*** GIVEN INFORMATION Section Begins ***

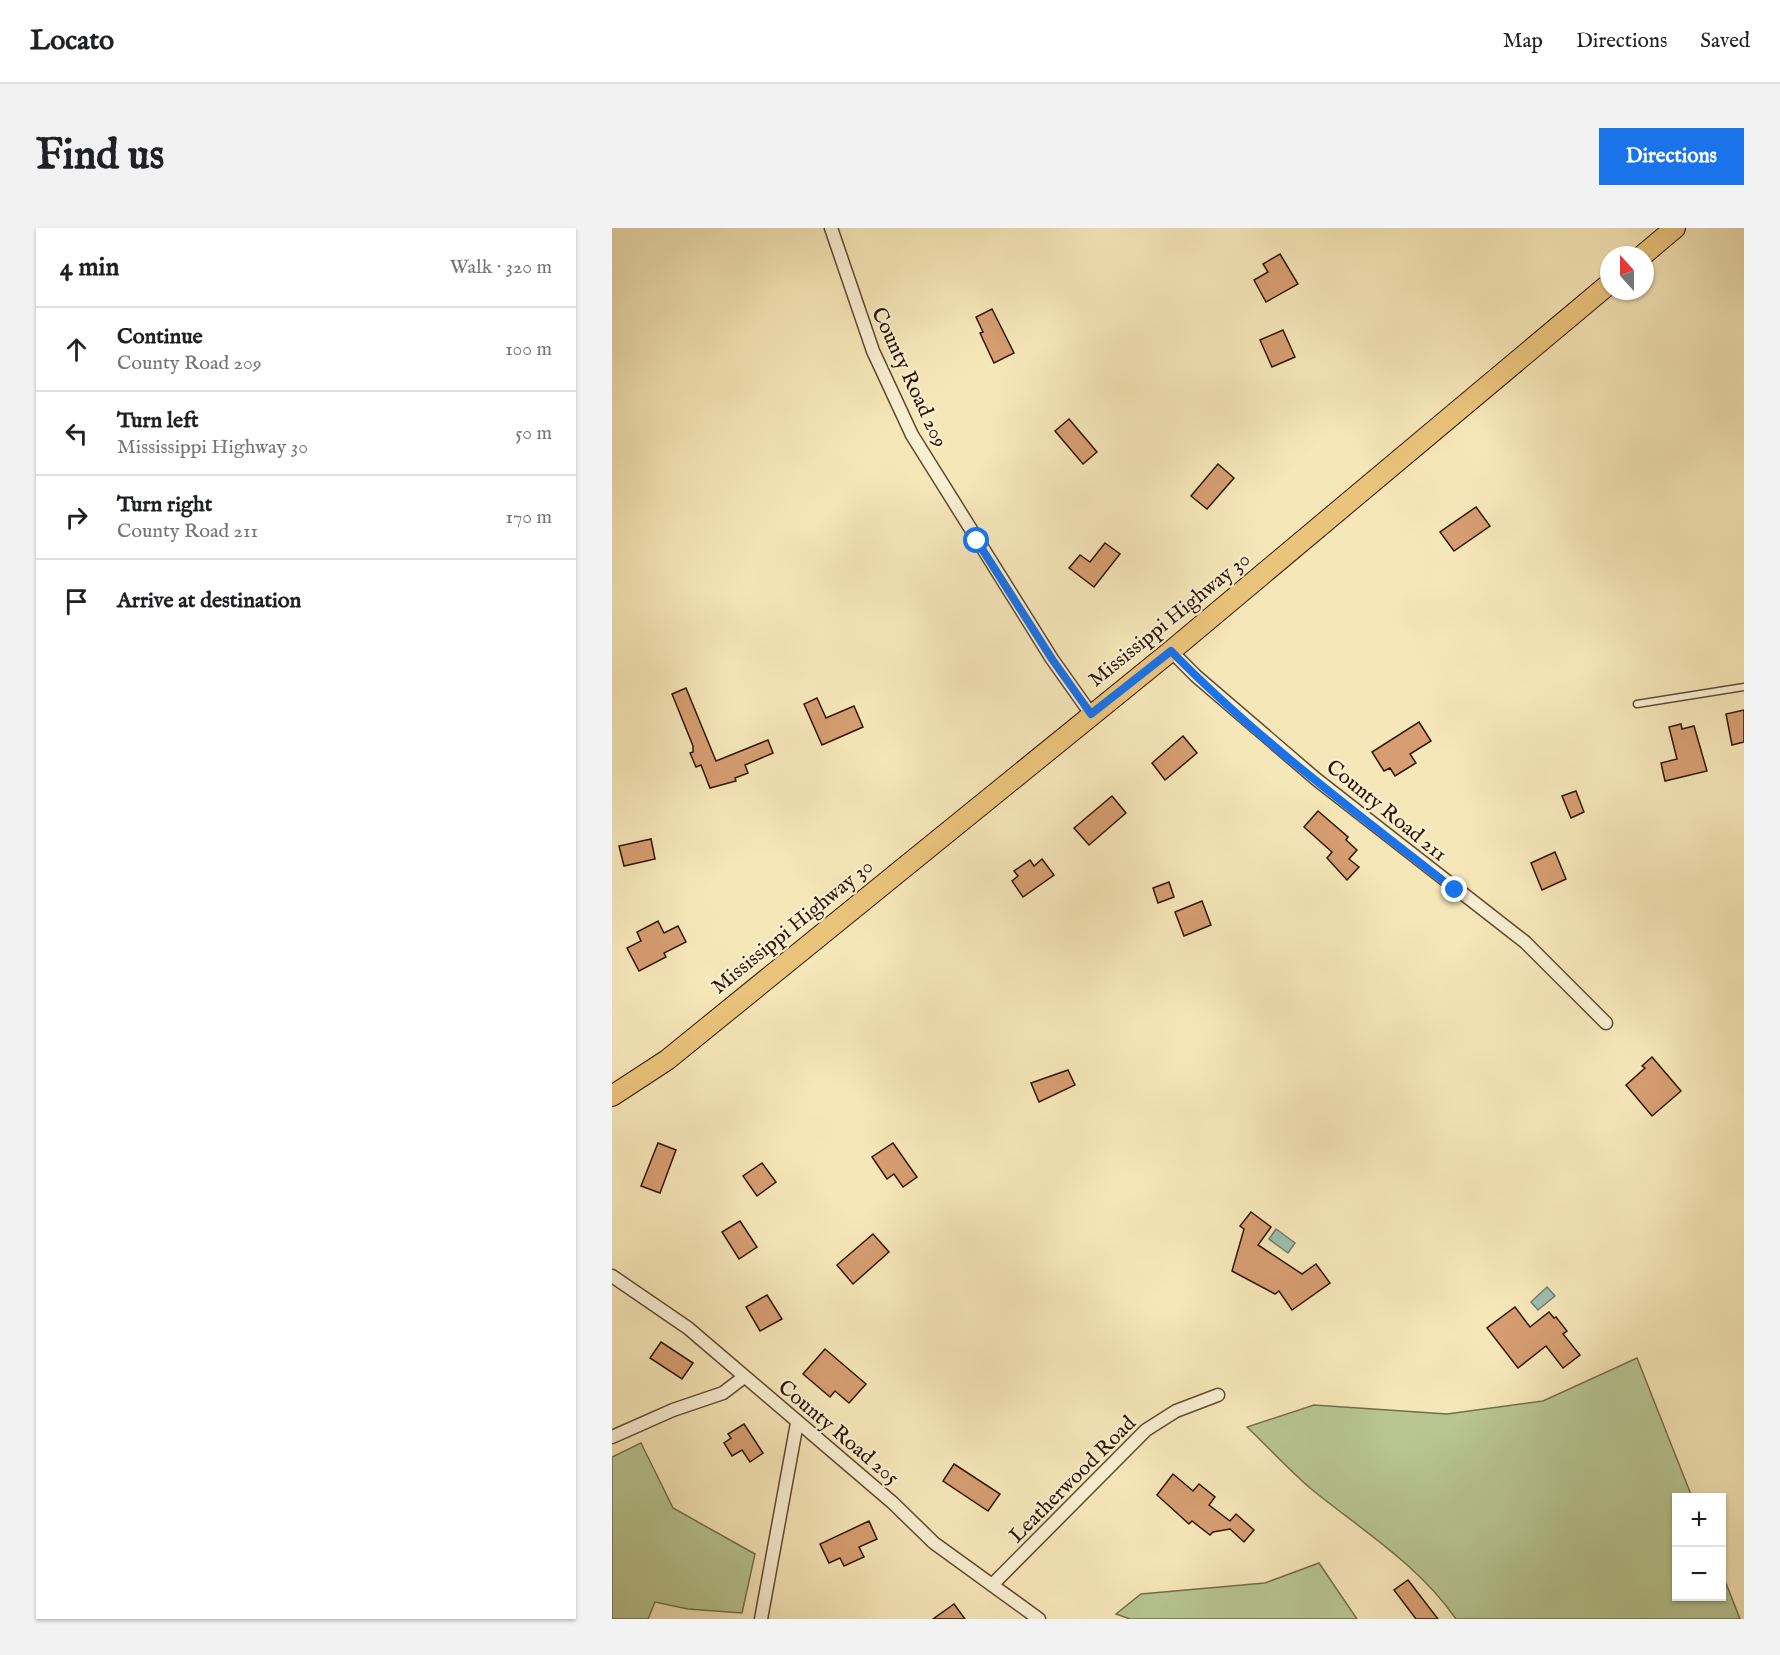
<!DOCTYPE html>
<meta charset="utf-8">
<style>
body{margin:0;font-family:"IM FELL English",serif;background:#f2f2f2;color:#202124}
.controls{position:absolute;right:18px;bottom:18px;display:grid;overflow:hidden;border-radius:0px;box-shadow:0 2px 4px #0004}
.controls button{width:54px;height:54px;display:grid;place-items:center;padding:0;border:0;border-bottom:2px solid #e0e0e0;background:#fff;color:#202124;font:30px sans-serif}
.compass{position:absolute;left:988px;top:18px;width:54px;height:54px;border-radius:50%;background:#fff;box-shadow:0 2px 4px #0004;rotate:339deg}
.stop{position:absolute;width:18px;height:18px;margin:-14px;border:4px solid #1a73e8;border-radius:50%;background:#fff}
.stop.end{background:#1a73e8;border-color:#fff;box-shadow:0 2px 6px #0008}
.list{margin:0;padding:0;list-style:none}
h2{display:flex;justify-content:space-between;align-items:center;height:78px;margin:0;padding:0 24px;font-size:26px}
h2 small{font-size:20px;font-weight:400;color:#757577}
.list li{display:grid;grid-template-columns:39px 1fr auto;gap:18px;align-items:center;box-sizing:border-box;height:84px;padding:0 24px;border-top:2px solid #e0e0e0}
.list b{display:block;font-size:22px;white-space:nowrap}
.list p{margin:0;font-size:20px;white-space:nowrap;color:#757577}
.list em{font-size:20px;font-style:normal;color:#757577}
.icon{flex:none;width:33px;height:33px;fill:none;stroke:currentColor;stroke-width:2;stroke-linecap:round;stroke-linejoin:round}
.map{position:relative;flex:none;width:1132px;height:1391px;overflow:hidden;border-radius:0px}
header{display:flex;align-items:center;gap:36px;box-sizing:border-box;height:84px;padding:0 30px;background:#fff;border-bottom:2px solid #e0e0e0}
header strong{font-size:28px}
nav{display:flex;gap:33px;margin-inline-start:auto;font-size:21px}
.intro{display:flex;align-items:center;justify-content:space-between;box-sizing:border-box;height:144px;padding:0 36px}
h1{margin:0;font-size:42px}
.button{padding:15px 27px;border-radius:0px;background:#1a73e8;color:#fff;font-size:21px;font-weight:700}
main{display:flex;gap:36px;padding:0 36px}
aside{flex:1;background:#fff;border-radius:0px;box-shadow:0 2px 4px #0004}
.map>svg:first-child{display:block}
</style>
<header>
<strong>Locato</strong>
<nav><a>Map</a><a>Directions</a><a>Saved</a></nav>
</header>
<div class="intro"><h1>Find us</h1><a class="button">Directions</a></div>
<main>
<aside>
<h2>4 min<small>Walk · 320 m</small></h2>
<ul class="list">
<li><svg class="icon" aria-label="ahead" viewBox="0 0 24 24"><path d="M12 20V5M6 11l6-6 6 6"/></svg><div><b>Continue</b><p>County Road 209</p></div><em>100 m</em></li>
<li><svg class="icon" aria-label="left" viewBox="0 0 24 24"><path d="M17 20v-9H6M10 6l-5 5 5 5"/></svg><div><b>Turn left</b><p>Mississippi Highway 30</p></div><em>50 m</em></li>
<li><svg class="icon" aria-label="right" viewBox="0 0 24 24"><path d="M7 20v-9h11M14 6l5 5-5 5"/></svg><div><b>Turn right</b><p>County Road 211</p></div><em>170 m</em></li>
<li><svg class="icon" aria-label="arrive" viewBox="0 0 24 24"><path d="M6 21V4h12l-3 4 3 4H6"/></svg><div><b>Arrive at destination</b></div></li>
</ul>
</aside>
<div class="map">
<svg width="1132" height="1391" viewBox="0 0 1132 1391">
<rect width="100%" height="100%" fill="#f6e7b9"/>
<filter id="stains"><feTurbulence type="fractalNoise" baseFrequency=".00333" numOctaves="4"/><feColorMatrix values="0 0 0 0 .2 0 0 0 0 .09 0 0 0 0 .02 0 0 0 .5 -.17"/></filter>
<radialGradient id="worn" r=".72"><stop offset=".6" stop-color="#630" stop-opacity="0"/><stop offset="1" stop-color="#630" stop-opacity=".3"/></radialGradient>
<!-- green -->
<g fill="#b8c692" stroke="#746e4a" stroke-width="1.5">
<path d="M1025,1130L1080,1269L1064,1270V1368H1110V1345L1128,1391H844C806,1336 748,1301 698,1260C676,1241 656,1219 635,1199L702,1177L835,1186L931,1173Z"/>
<polygon points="29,1215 61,1280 143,1326 130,1385 76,1381 43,1374 36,1391 0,1391 0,1229"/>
<polygon points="707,1335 745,1391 518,1391 504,1386 529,1366 653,1355"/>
</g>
<!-- water -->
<g fill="#9dc0ae" stroke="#717c6a" stroke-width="1.5">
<polygon points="664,1001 683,1015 676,1025 657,1011"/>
<polygon points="935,1059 943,1068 926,1082 919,1074"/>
</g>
<!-- building -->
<g fill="#d69e72" stroke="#301603" stroke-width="1.5">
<polygon points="668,26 686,56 654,74 642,52 656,44 651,36"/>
<polygon points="380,81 402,125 382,135 368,105 371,104 364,89"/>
<polygon points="671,102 683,129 660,139 648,112"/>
<polygon points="457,191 485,224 471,236 443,203"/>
<polygon points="606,236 622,250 595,281 579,268"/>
<polygon points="864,279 878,298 842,323 828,304"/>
<polygon points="493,315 508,326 482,359 457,340 468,327 478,334"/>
<polygon points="74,460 104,533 156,512 161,525 133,537 136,545 123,550 124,553 98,560 89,537 84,539 78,525 81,524 81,518 60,466"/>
<polygon points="205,470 214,490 242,478 251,499 210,517 192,476"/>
<polygon points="1132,482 1132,514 1120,517 1114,486"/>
<polygon points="807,494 819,513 798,526 804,535 783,548 778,540 772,543 760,524"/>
<polygon points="1069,496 1070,501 1082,498 1095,543 1053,553 1049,535 1065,531 1057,499"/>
<polygon points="571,508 585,525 553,552 540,535"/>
<polygon points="964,563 972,584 959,590 950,568"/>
<polygon points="500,568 514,585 477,617 462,600"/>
<polygon points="706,583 736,609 734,612 745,622 737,631 747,639 735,652 715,630 720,624 692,599"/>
<polygon points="39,611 43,631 12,638 7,618"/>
<polygon points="943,624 954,651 930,662 919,635"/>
<polygon points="430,631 442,647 411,669 400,653 406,648 402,643 418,632 422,638"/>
<polygon points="557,654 562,669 546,675 541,660"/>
<polygon points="590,673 599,697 572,708 563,684"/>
<polygon points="46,693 52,705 66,698 74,714 52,725 54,729 27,743 15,720 29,713 25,704"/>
<polygon points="1040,829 1069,863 1040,888 1014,857 1033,840 1030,838"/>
<polygon points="456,842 463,857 427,874 419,855"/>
<polygon points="46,915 64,922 48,965 29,958"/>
<polygon points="281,915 305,949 291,959 282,946 275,951 260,929"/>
<polygon points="150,935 164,954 145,968 131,948"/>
<polygon points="639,984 659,999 646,1017 690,1046 704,1036 718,1055 680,1082 667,1063 663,1066 620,1043 632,1001 628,998"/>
<polygon points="128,993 145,1019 127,1031 110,1004"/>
<polygon points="261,1006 277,1024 241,1056 225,1037"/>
<polygon points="155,1067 170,1091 148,1103 134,1079"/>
<polygon points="903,1079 918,1099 937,1084 942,1090 944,1089 955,1103 951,1106 968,1127 951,1140 934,1118 906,1140 875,1100"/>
<polygon points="49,1114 81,1135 70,1151 38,1130"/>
<polygon points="213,1121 254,1156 237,1175 223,1163 218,1169 191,1146"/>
<polygon points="132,1196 151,1225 138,1234 130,1222 120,1228 112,1215 119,1210 116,1206"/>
<polygon points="342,1236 388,1266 376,1283 331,1253"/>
<polygon points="561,1246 581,1263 587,1256 603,1269 597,1277 618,1293 624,1286 642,1302 632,1314 618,1301 601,1304 598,1307 580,1293 577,1296 545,1267"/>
<polygon points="257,1293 265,1311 247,1319 252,1329 232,1338 228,1330 217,1335 208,1316"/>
<polygon points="796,1352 826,1391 804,1391 782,1362"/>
<polygon points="342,1376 353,1391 321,1391"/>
</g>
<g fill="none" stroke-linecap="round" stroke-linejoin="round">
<defs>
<polyline id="lane" points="1025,476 1132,459"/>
<g id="street">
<polyline points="219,0 261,123 300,207 440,431 479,486"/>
<polyline points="559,423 584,448 704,551 913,714 994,795"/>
<polyline points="0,1048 76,1100 281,1275 322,1315 427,1391"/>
<polyline points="0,1209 61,1182 111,1165 132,1149"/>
<polyline points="380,1357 534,1202 564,1183 606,1167"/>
<polyline points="149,1391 185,1195"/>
</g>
<g id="primary">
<polyline points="1031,27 1063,0"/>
<polyline points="0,868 55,832 559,423 997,56"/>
</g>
</defs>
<!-- lane casing -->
<use href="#lane" stroke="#624a30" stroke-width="9"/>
<!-- street casing -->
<use href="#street" stroke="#624a30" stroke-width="15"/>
<!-- primary casing -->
<use href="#primary" stroke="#301603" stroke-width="22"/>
<!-- lane -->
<use href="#lane" stroke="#f9efd2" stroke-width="6"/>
<!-- street -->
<use href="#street" stroke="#f9efd2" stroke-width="12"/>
<!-- primary -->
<use href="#primary" stroke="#ebc47c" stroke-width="20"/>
</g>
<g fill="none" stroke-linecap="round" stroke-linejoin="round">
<!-- route -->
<path stroke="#1a73e8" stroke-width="8" d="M365,313L440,431L479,486L559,423C645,511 746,586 843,662"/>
</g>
<g text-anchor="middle" stroke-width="4.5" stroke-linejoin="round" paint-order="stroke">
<!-- street labels -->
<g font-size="21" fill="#301603" stroke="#f9efd2">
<text transform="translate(298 149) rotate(65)" y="7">County Road 209</text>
<text transform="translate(557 391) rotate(-39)" y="7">Mississippi Highway 30</text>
<text transform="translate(775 582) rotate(39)" y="7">County Road 211</text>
<text transform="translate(180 698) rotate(-39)" y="7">Mississippi Highway 30</text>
<text transform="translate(227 1204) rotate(40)" y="7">County Road 205</text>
<text transform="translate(460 1251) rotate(-45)" y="7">Leatherwood Road</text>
</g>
</g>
<rect width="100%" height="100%" filter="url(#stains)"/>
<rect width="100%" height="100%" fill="url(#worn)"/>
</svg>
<div class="controls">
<button>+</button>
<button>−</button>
</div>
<svg class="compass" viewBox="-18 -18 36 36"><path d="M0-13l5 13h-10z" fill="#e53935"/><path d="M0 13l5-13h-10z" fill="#757577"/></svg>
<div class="stop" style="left:365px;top:313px"></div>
<div class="stop end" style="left:843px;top:662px"></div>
</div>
</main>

*** GIVEN INFORMATION Section Ends ***

● TASK TO CARRY OUT: Copy exactly the lines that begin with the one containing "<button>+</button>" and continue to the end of the records, both included, and nothing more.

● ANSWER FOR THIS EXERCISE:
<button>+</button>
<button>−</button>
</div>
<svg class="compass" viewBox="-18 -18 36 36"><path d="M0-13l5 13h-10z" fill="#e53935"/><path d="M0 13l5-13h-10z" fill="#757577"/></svg>
<div class="stop" style="left:365px;top:313px"></div>
<div class="stop end" style="left:843px;top:662px"></div>
</div>
</main>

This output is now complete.